The Panel finds that the SANOFI marks have widespread reputation as one of the world’s largest multinational pharmaceutical companies. As mentioned above, SANOFI marks are registered internationally, including in France (since 1988) and international registration covering China (since 1992). It is not conceivable that Respondent would not have had actual notice of the SANOFI marks at the time of the registration of the disputed domain name (in 2020). The Panel therefore finds that the SANOFI mark is not one that a trader could legitimately adopt other than for the purpose of creating an impression of an association with Complainant (The Argento Wine Company Limited v. Argento Beijing Trading Company, supra).

Moreover, Respondent has chosen not to respond to Complainant’s allegations. According to the UDRP decision in The Argento Wine Company Limited v. Argento Beijing Trading Company, supra, “the failure of the Respondent to respond to the Complaint further supports an inference of bad faith”. See also Bayerische Motoren Werke AG v. (This Domain is For Sale) Joshuathan Investments, Inc., WIPO Case No. D2002-0787.

Thus, the Panel concludes that the disputed domain name was registered in bad faith.

(b) Use in Bad Faith

Respondent is using the website resolved by the disputed domain name to provide pornographic photos, and links to pornographic video websites as well as gambling websites.
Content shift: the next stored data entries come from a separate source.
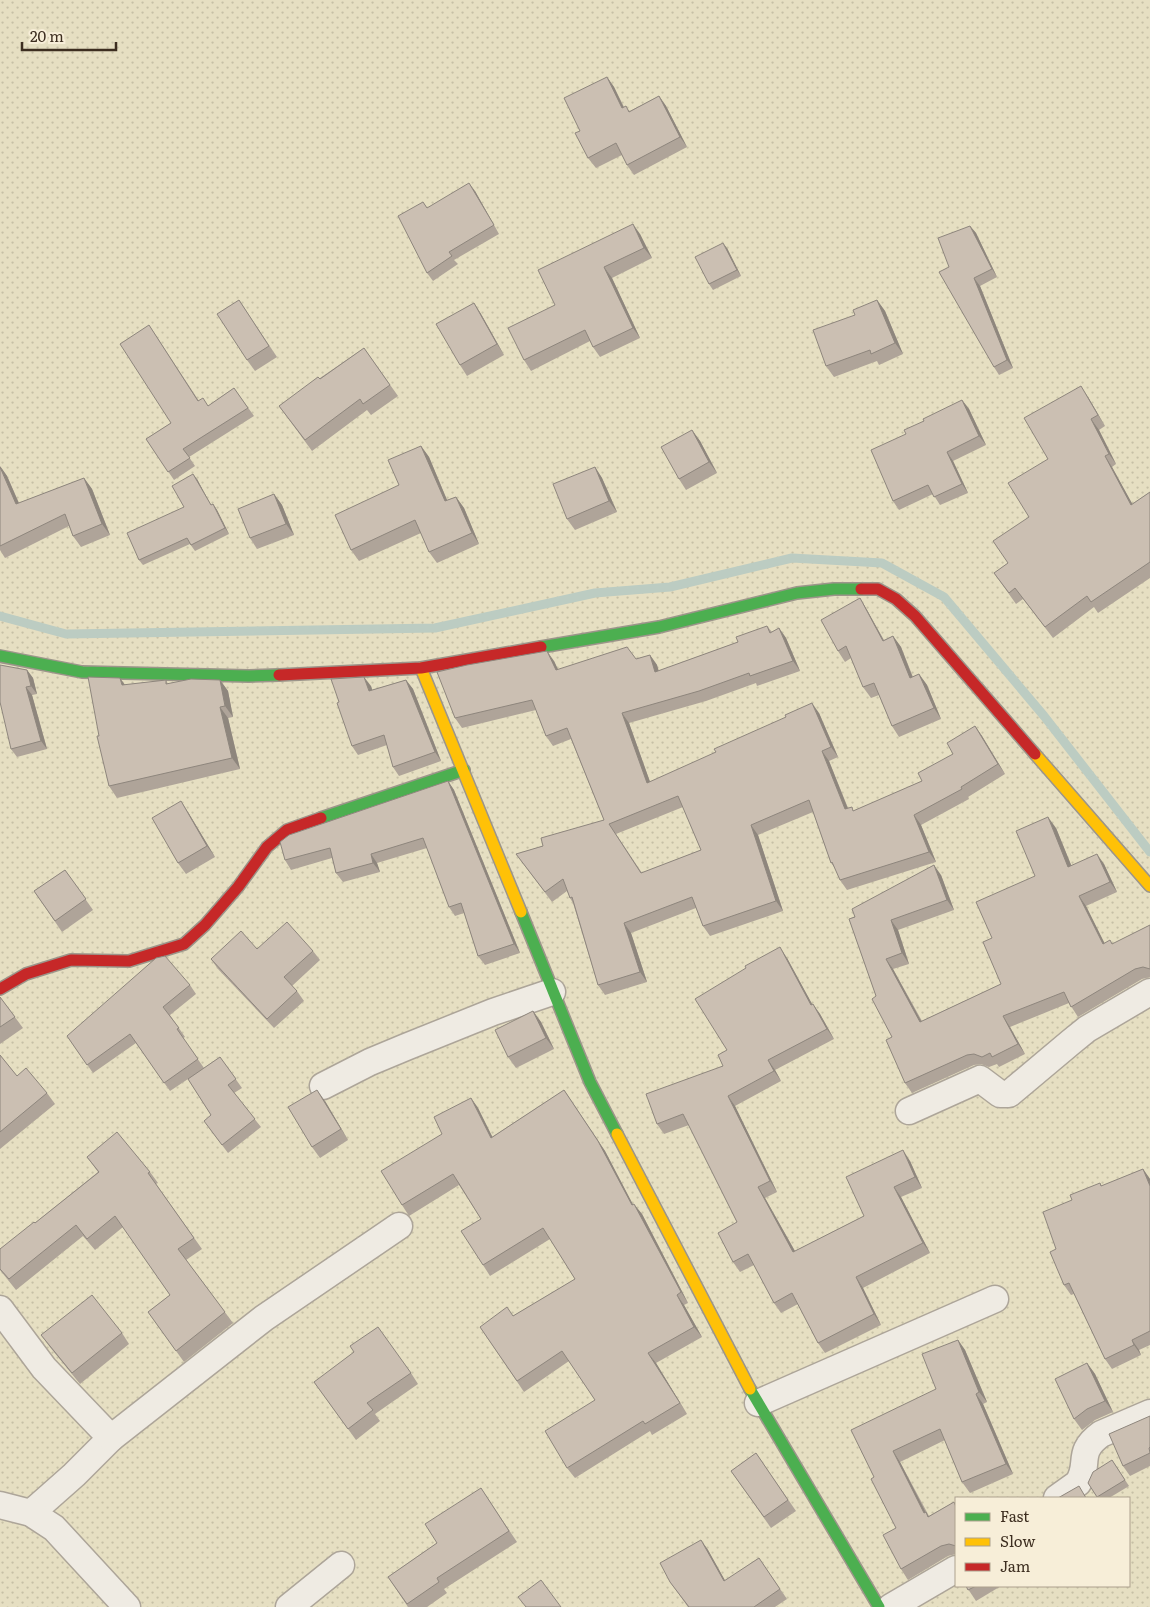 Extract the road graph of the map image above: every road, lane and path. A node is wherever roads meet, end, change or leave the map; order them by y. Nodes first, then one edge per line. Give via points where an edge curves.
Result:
1 (0, 656) edge
2 (421, 668) junction
3 (464, 770) junction
4 (1150, 886) edge
5 (0, 989) edge
6 (552, 992) junction
7 (1150, 992) edge
8 (323, 1086) dead end
9 (908, 1111) dead end
10 (399, 1226) dead end
11 (994, 1298) dead end
12 (0, 1309) edge
13 (758, 1403) junction
14 (1150, 1413) edge
15 (111, 1438) junction
16 (1058, 1497) edge
17 (0, 1505) edge
18 (32, 1513) junction
19 (341, 1564) dead end
20 (955, 1570) edge
21 (127, 1607) edge
22 (289, 1607) edge
23 (878, 1607) edge
24 (891, 1607) edge

1 - 2 street via 82,672 249,676
2 - 3 street
2 - 4 street via 659,627 797,593 878,589 896,599 915,616
3 - 5 street via 288,830 268,847 238,887 184,944 129,962 71,960 26,974
3 - 6 street
6 - 8 street via 493,1012 370,1062
6 - 13 street via 590,1082
7 - 9 street via 1087,1030 1009,1094 1000,1094 980,1079
10 - 15 street via 264,1318
11 - 13 street
12 - 15 street via 44,1368
13 - 23 street
14 - 16 street via 1096,1438 1086,1449 1080,1480
15 - 18 street
17 - 18 street
18 - 21 street via 54,1528
19 - 22 street
20 - 24 street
Thus, the Panel concludes that Respondent is currently using the confusingly similar disputed domain name with the intention to attract, for commercial gain, Internet users to Respondent’s website.

Given the reputation of the SANOFI marks, the Panel finds that the public is likely to be confused into thinking that the disputed domain name has a connection with Complainant, contrary to the fact. There is a strong likelihood of confusion as to the source, sponsorship, affiliation or endorsement of the website to which the disputed domain name resolves. In other words, Respondent has through the use of a confusingly similar disputed domain name created a likelihood of confusion with the SANOFI marks. Moreover, as mentioned above, Respondent offered the links to pornographic content and gambling websites via the website to which the disputed domain name resolves, presumably for commercial gain. The Panel therefore concludes that the disputed domain name was registered and is being used by Respondent in bad faith. Such use of the disputed domain name is also disruptive in relation to the interests of Complainant.

In summary, Respondent, by choosing to register and use the disputed domain name which is confusingly similar to the SANOFI marks, intended to ride on the goodwill of this trademark in an attempt to exploit, for commercial gain, Internet users destined for Complainant. In the absence of evidence to the contrary and rebuttal from Respondent, the choice of the disputed domain name and the conduct of Respondent as far as the website to which the disputed domain name resolves is indicative of registration and use of the disputed domain name in bad faith.

The Panel therefore holds that the Complaint fulfils the third condition of paragraph 4(a) of the Policy.

7. Decision

For all the foregoing reasons, in accordance with paragraphs 4(i) of the Policy and 15 of the Rules, the Panel orders that the disputed domain name <sanofikol.com> be transferred to Complainant.